As Boston Globe associate editor Martin F. Nolan says, Fenway is “a ballpark, not a stadium. ... a talisman for the poetically inclined.” Occasionally, Smith gets carried away, even for Red Sox musings. By his fourth or fifth bashing of “gray-and-concrete” bowls, we more than understand that the likes of Shea Stadium (beyond the obvious 1986 horror), Astroturf and retractable roofs represent an evil worse than the designated hitter.

The writing also assumes a little too much of a familiarity with Boston baseball history. It isn’t clear until looking at one of the 50 pages of outstanding, obsessively compiled appendices that the Boston Pilgrims became the Boston Red Sox in 1907. The first references to stars such as Carl Yastrzemski and Nomar Garciaparra are confusing more than creative; even a history- and research-loving fan such as myself can become befuddled.

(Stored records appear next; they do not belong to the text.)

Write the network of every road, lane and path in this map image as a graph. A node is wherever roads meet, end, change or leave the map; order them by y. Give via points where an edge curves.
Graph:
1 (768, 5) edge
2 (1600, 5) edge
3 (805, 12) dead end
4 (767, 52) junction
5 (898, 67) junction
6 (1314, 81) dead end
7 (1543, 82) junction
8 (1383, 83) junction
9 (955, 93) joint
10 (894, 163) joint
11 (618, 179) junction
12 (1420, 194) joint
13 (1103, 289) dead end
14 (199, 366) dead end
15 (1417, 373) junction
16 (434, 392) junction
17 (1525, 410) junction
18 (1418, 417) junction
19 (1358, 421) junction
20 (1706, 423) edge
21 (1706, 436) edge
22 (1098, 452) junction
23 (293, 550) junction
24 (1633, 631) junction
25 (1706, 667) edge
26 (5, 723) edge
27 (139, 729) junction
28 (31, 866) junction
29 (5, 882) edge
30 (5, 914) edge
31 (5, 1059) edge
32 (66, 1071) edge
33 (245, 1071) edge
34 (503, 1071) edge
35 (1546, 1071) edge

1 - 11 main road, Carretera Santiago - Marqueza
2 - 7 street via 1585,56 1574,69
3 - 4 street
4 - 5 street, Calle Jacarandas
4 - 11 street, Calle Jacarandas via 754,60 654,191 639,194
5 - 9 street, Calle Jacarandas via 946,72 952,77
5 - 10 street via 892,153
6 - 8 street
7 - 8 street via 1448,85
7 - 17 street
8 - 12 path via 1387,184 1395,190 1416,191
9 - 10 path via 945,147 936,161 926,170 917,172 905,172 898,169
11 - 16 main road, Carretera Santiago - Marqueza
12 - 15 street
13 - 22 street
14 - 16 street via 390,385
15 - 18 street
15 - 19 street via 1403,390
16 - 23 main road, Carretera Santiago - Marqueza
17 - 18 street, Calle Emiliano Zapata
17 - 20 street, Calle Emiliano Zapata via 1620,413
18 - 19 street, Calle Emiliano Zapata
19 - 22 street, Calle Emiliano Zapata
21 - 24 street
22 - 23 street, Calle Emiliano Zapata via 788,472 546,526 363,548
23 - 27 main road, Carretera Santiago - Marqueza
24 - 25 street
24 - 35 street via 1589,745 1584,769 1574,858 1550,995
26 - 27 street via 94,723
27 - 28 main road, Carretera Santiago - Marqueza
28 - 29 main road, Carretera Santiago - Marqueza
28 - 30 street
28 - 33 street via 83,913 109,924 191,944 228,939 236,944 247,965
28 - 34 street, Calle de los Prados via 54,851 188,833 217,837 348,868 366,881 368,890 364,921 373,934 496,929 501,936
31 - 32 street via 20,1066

But these are minor quibbles of a tribute nicely timed to coordinate with plans for a new Red Sox home. Our House makes one further appreciate how Fenway has, according to current Red Sox radio announcer Joe Castiglione, “the feeling of a real city neighborhood spilling over into the park itself.” After reading this book, any true baseball fan will want to order tickets for a Fenway game as soon as possible.